The Reliability of the Use of Serum Neutrophil Gelatinase–Associated Lipocalin Levels in the Assessment of Renal Functions after Coronary Artery Bypass Grafting

Cerrahpasa Medical Faculty, Department of Cardiovascular Surgery, Istanbul University, Istanbul, Turkey

Correspondence should be addressed to Ozan Onur Balkanay; moc.rotcod@yanaklab

Received 19 October 2017; Revised 9 January 2018; Accepted 4 February 2018; Published 5 March 2018

Academic Editor: Luigina Guasti

Copyright © 2018 Ozan Onur Balkanay et al. This is an open access article distributed under the Creative Commons Attribution License, which permits unrestricted use, distribution, and reproduction in any medium, provided the original work is properly cited.

Abstract

Objective. Evaluation of perioperative renal function is very important for early diagnosis and treatment of acute kidney injury after coronary artery bypass grafting. Serum creatinine levels, creatinine clearance, and estimated glomerular filtration rates used in determination of postoperative kidney injury can lead to late detection.
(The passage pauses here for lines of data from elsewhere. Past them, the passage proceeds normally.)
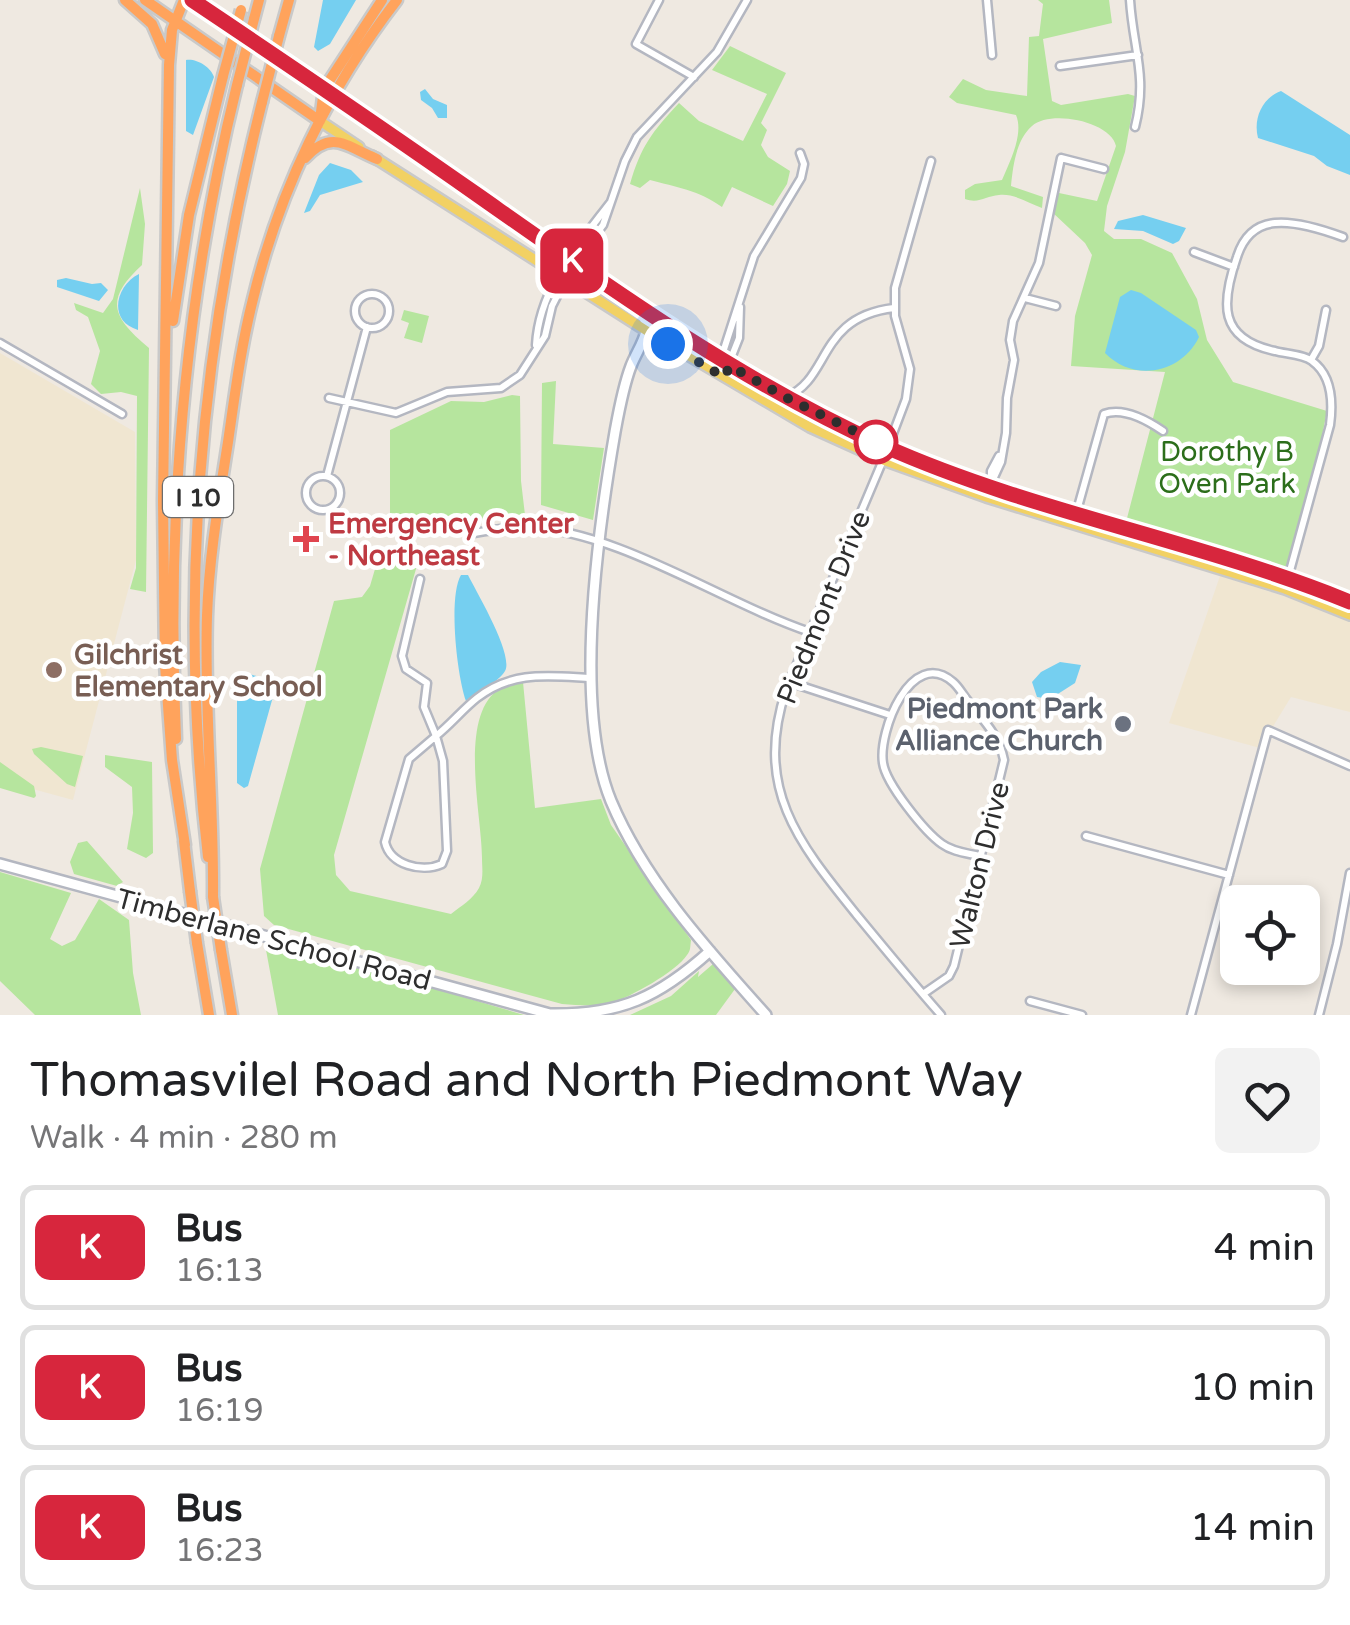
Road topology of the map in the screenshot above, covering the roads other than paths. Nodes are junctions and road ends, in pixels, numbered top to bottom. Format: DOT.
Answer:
graph roads {
  1 [pos="125,0"];
  2 [pos="144,0"];
  3 [pos="184,0"];
  4 [pos="192,0"];
  5 [pos="259,0"];
  6 [pos="288,0"];
  7 [pos="382,0"];
  8 [pos="397,0"];
  9 [pos="659,0"];
  10 [pos="747,0"];
  11 [pos="987,0"];
  12 [pos="1130,0"];
  13 [pos="242,5"];
  14 [pos="174,22"];
  15 [pos="992,54"];
  16 [pos="1138,54"];
  17 [pos="1060,66"];
  18 [pos="694,77"];
  19 [pos="324,89"];
  20 [pos="168,93"];
  21 [pos="334,96"];
  22 [pos="320,121"];
  23 [pos="1136,127"];
  24 [pos="800,153"];
  25 [pos="377,159"];
  26 [pos="931,161"];
  27 [pos="298,166"];
  28 [pos="1104,169"];
  29 [pos="1343,237"];
  30 [pos="1194,252"];
  31 [pos="571,261"];
  32 [pos="1234,267"];
  33 [pos="562,278"];
  34 [pos="1025,298"];
  35 [pos="1056,306"];
  36 [pos="894,308"];
  37 [pos="641,309"];
  38 [pos="1326,310"];
  39 [pos="367,327"];
  40 [pos="671,329"];
  41 [pos="646,331"];
  42 [pos="0,343"];
  43 [pos="1311,360"];
  44 [pos="726,363"];
  45 [pos="720,375"];
  46 [pos="805,386"];
  47 [pos="166,396"];
  48 [pos="785,397"];
  49 [pos="328,398"];
  50 [pos="346,402"];
  51 [pos="805,407"];
  52 [pos="122,414"];
  53 [pos="799,421"];
  54 [pos="1164,431"];
  55 [pos="887,447"];
  56 [pos="884,460"];
  57 [pos="326,476"];
  58 [pos="990,483"];
  59 [pos="986,497"];
  60 [pos="1077,513"];
  61 [pos="1073,525"];
  62 [pos="1134,530"];
  63 [pos="474,533"];
  64 [pos="1131,542"];
  65 [pos="600,543"];
  66 [pos="1205,552"];
  67 [pos="1202,563"];
  68 [pos="1288,578"];
  69 [pos="420,579"];
  70 [pos="1285,589"];
  71 [pos="1350,602"];
  72 [pos="1350,615"];
  73 [pos="810,632"];
  74 [pos="593,678"];
  75 [pos="790,682"];
  76 [pos="890,714"];
  77 [pos="436,736"];
  78 [pos="1350,766"];
  79 [pos="1086,836"];
  80 [pos="185,844"];
  81 [pos="979,856"];
  82 [pos="0,864"];
  83 [pos="1350,873"];
  84 [pos="1229,875"];
  85 [pos="214,898"];
  86 [pos="710,951"];
  87 [pos="923,994"];
  88 [pos="1030,1001"];
  89 [pos="209,1015"];
  90 [pos="232,1015"];
  91 [pos="766,1015"];
  92 [pos="942,1015"];
  93 [pos="1082,1015"];
  94 [pos="1191,1015"];
  95 [pos="1319,1015"];
  1 -- 20 [label="highway"];
  2 -- 14 [label="highway"];
  3 -- 14 [label="highway"];
  4 -- 19 [label="highway"];
  5 -- 80 [label="highway, I 10, bridge"];
  6 -- 85 [label="highway, I 10, bridge"];
  7 -- 19 [label="highway"];
  8 -- 21 [label="highway"];
  9 -- 18 [label="street"];
  10 -- 18 [label="street"];
  11 -- 15 [label="street"];
  12 -- 16 [label="street"];
  13 -- 47 [label="highway, bridge"];
  14 -- 20 [label="highway"];
  14 -- 22 [label="highway"];
  16 -- 17 [label="street"];
  16 -- 23 [label="street"];
  18 -- 31 [label="street"];
  19 -- 21 [label="highway"];
  19 -- 22 [label="highway"];
  20 -- 47 [label="highway"];
  21 -- 22 [label="highway"];
  21 -- 31 [label="main road"];
  22 -- 25 [label="main road"];
  22 -- 27 [label="highway"];
  24 -- 44 [label="street"];
  25 -- 27 [label="highway"];
  25 -- 33 [label="main road"];
  26 -- 36 [label="street"];
  27 -- 85 [label="highway"];
  28 -- 34 [label="street"];
  29 -- 32 [label="street"];
  30 -- 32 [label="street"];
  31 -- 33 [label="street"];
  31 -- 37 [label="main road"];
  32 -- 43 [label="street"];
  33 -- 41 [label="main road"];
  33 -- 50 [label="street"];
  34 -- 35 [label="street"];
  34 -- 58 [label="street"];
  36 -- 46 [label="street"];
  36 -- 55 [label="street, Piedmont Drive"];
  37 -- 40 [label="main road"];
  37 -- 41 [label="street"];
  38 -- 43 [label="street"];
  39 -- 39 [label="street"];
  39 -- 50 [label="street"];
  40 -- 41 [label="street"];
  40 -- 44 [label="main road"];
  41 -- 45 [label="main road"];
  41 -- 65 [label="street"];
  42 -- 52 [label="street"];
  43 -- 68 [label="street"];
  44 -- 45 [label="street"];
  44 -- 48 [label="main road"];
  45 -- 53 [label="main road"];
  46 -- 48 [label="street"];
  46 -- 51 [label="street"];
  47 -- 80 [label="highway"];
  48 -- 51 [label="main road"];
  49 -- 50 [label="street"];
  50 -- 57 [label="street"];
  51 -- 53 [label="main road"];
  51 -- 55 [label="main road"];
  53 -- 56 [label="main road"];
  54 -- 60 [label="street"];
  55 -- 56 [label="street, Piedmont Drive"];
  55 -- 58 [label="main road"];
  56 -- 59 [label="main road"];
  56 -- 73 [label="street, Piedmont Drive"];
  57 -- 57 [label="street"];
  58 -- 59 [label="street"];
  58 -- 60 [label="main road"];
  59 -- 61 [label="main road"];
  60 -- 61 [label="street"];
  60 -- 62 [label="main road"];
  61 -- 64 [label="main road"];
  62 -- 64 [label="main road"];
  62 -- 66 [label="main road"];
  63 -- 65 [label="street"];
  64 -- 67 [label="main road"];
  65 -- 73 [label="street"];
  65 -- 74 [label="street"];
  66 -- 67 [label="main road"];
  66 -- 68 [label="main road"];
  67 -- 70 [label="main road"];
  68 -- 70 [label="street"];
  68 -- 71 [label="main road"];
  69 -- 77 [label="street"];
  70 -- 72 [label="main road"];
  73 -- 75 [label="street, Piedmont Drive"];
  74 -- 77 [label="street"];
  74 -- 86 [label="street"];
  75 -- 76 [label="street"];
  75 -- 87 [label="street, Piedmont Drive"];
  76 -- 81 [label="street"];
  76 -- 81 [label="street, Walton Drive"];
  77 -- 77 [label="street"];
  78 -- 84 [label="street"];
  79 -- 84 [label="street"];
  80 -- 89 [label="highway, I 10, bridge"];
  81 -- 87 [label="street, Walton Drive"];
  82 -- 86 [label="street, Timberlane School Road"];
  83 -- 95 [label="street"];
  84 -- 94 [label="street"];
  85 -- 90 [label="highway, I 10, bridge"];
  86 -- 91 [label="street"];
  87 -- 92 [label="street, Piedmont Drive"];
  88 -- 93 [label="street"];
}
Therefore, it is necessary to make a diagnosis earlier in clinical practice and to search for a reliable method. The reliability of the use of serum neutrophil gelatinase–associated lipocalin levels in close follow-up of renal function was evaluated in patients with coronary artery bypass grafting under cardiopulmonary bypass in our study. Patients and Methods. A total of 40 patients who underwent coronary artery bypass grafting under cardiopulmonary bypass between September 2009 and February 2010 were included in the study. The reliability of the postoperative 1st day plasma neutrophil gelatinase–associated lipocalin (Triage® NGAL Device; Biosite Inc.) measurements was evaluated in kidney injury developed in the first 5 days after operation that was detected using the Risk-Injury-Failure-Loss-End stage criteria. Results. Ten (25%) women and 30 (75%) male patients were included in the study. The average age is 59 ± 8.6 years. Kidney injury according to Risk-Injury-Failure-Loss-End stage criteria developed in 8 patients (20%). For 150 ng/mL cutoff value of postoperative plasma neutrophil gelatinase–associated lipocalin levels, the area under the receiver-operating characteristic curve was 0.965. Neutrophil gelatinase–associated lipocalin’s sensitivity, specificity, and negative and positive predictive values were 100%, 93.8%, 100%, and 80%, respectively. Conclusion. It has been determined that plasma neutrophil gelatinase–associated lipocalin levels can be reliably used for early diagnosis of kidney dysfunction in patients undergoing coronary artery bypass grafting.

1. Introduction

One of the leading complications following cardiac surgery is acute kidney injury [1]. Cardiopulmonary bypass (CPB) is the main factor in this complication. In multicenter studies, cardiac surgery performed under CPB is shown as the second most common cause of acute kidney injury (AKI) after nephrotoxic drug use [2, 3]. AKI after cardiac surgery is known to increase postoperative mortality and morbidity [47]. The main reason for this poor prognosis is that early detection is not possible and effective early treatment is not performed [8, 9]. Serum creatinine level measurements for long years have been used as the main indicator of kidney dysfunction [5]. However, the use of serum creatinine levels in the early detection of acute kidney injury is less sensitive [5]. Serum creatinine levels can be normal even if there is over 50% damage in the kidneys [5]. There is a study showing that 41.1% of the cases can be underdiagnosed by means of AKI according to the serum creatinine level [8]. Additionally, the reliability of the estimated glomerular filtration rate (GFR) measurements to indicate the creatinine clearance rate in patients undergoing coronary artery bypass grafting (CABG) is suboptimal [10]. For these reasons, new researches have been conducted and new biomarkers, which can detect early kidney damage and enable early intervention, continued to be investigated. Recent studies indicate that measurement of the neutrophil gelatinase–associated lipocalin (NGAL) level is one of the early biomarkers that can be used to detect CPB-associated AKI [5, 11]. The aim of our study was to investigate the reliability of the use of serum NGAL levels in the early detection of AKI after CABG under CPB.

2. Patients and Methods

A total of 40 consecutive patients without preexisting renal failure undergoing CABG under CPB between September 2009 and February 2010 were included in the study, who did not have exclusion criteria and were operated by the same surgical team. The kidney injury during the 5-day follow-up period was determined according to the Risk-Injury-Failure-Loss-End stage (RIFLE) criteria, creatinine clearance rate measurements, and estimated glomerular filtration rate measurements according to the Cockcroft–Gault equation, and the reliability of the postoperative first day plasma NGAL values for renal dysfunction was retrospectively investigated [12].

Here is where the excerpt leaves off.